*Task brief:* The answer must be an exact copy of the entries below, with no images in it.

*Stored data:*
=== Begin Enclosure ===

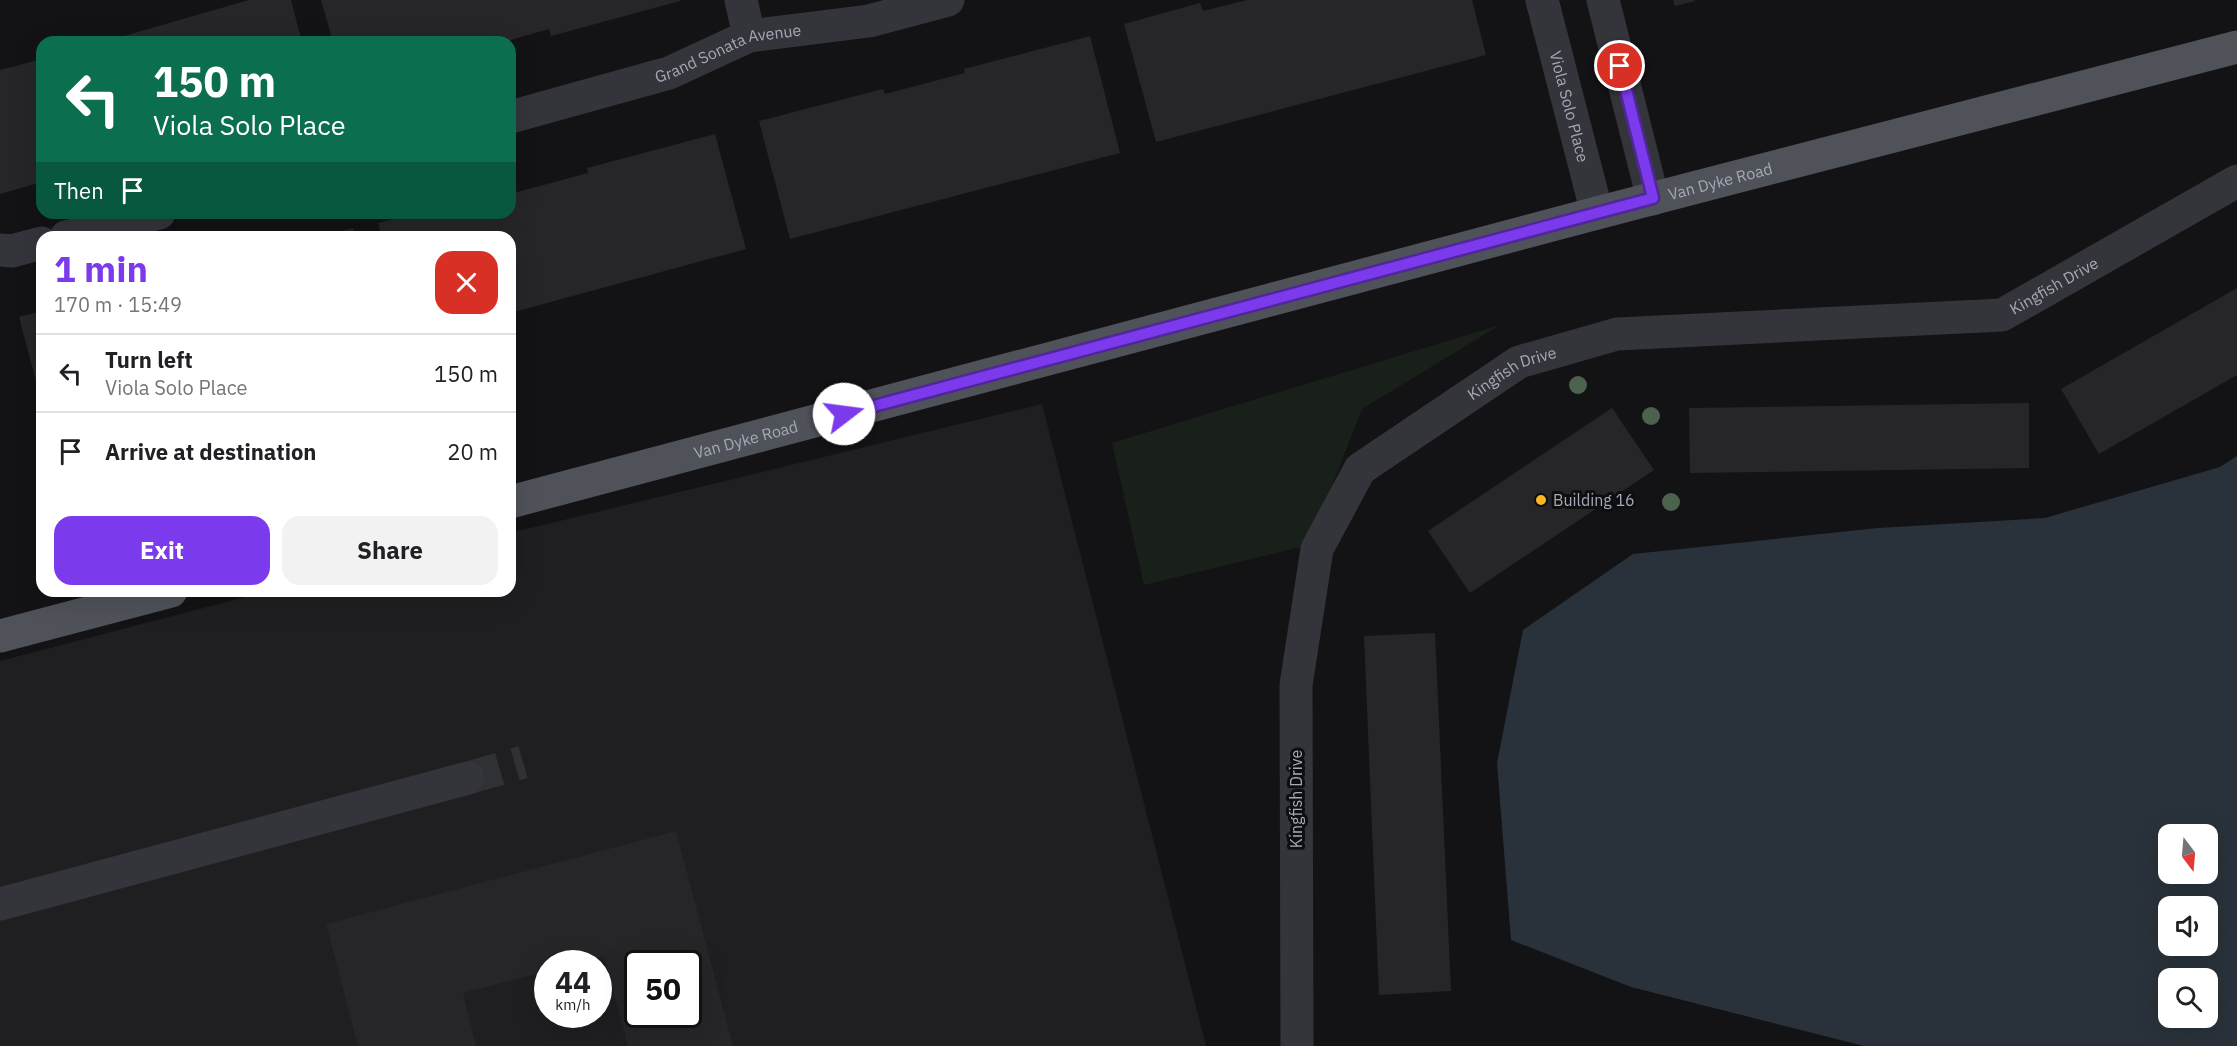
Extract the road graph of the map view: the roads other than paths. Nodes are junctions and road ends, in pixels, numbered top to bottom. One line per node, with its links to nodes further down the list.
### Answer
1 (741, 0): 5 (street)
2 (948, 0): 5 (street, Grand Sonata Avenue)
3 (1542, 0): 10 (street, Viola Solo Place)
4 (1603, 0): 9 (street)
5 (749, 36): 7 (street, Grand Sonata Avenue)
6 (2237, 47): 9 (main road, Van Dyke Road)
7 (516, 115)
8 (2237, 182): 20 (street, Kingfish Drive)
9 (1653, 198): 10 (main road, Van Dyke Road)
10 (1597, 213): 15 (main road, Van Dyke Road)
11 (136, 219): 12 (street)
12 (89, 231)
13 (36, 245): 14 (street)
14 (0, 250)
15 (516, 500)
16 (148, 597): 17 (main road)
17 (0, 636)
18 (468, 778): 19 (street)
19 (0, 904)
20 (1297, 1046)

=== End Enclosure ===

*Finished task:*
Extract the road graph of the map view: the roads other than paths. Nodes are junctions and road ends, in pixels, numbered top to bottom. One line per node, with its links to nodes further down the list.
### Answer
1 (741, 0): 5 (street)
2 (948, 0): 5 (street, Grand Sonata Avenue)
3 (1542, 0): 10 (street, Viola Solo Place)
4 (1603, 0): 9 (street)
5 (749, 36): 7 (street, Grand Sonata Avenue)
6 (2237, 47): 9 (main road, Van Dyke Road)
7 (516, 115)
8 (2237, 182): 20 (street, Kingfish Drive)
9 (1653, 198): 10 (main road, Van Dyke Road)
10 (1597, 213): 15 (main road, Van Dyke Road)
11 (136, 219): 12 (street)
12 (89, 231)
13 (36, 245): 14 (street)
14 (0, 250)
15 (516, 500)
16 (148, 597): 17 (main road)
17 (0, 636)
18 (468, 778): 19 (street)
19 (0, 904)
20 (1297, 1046)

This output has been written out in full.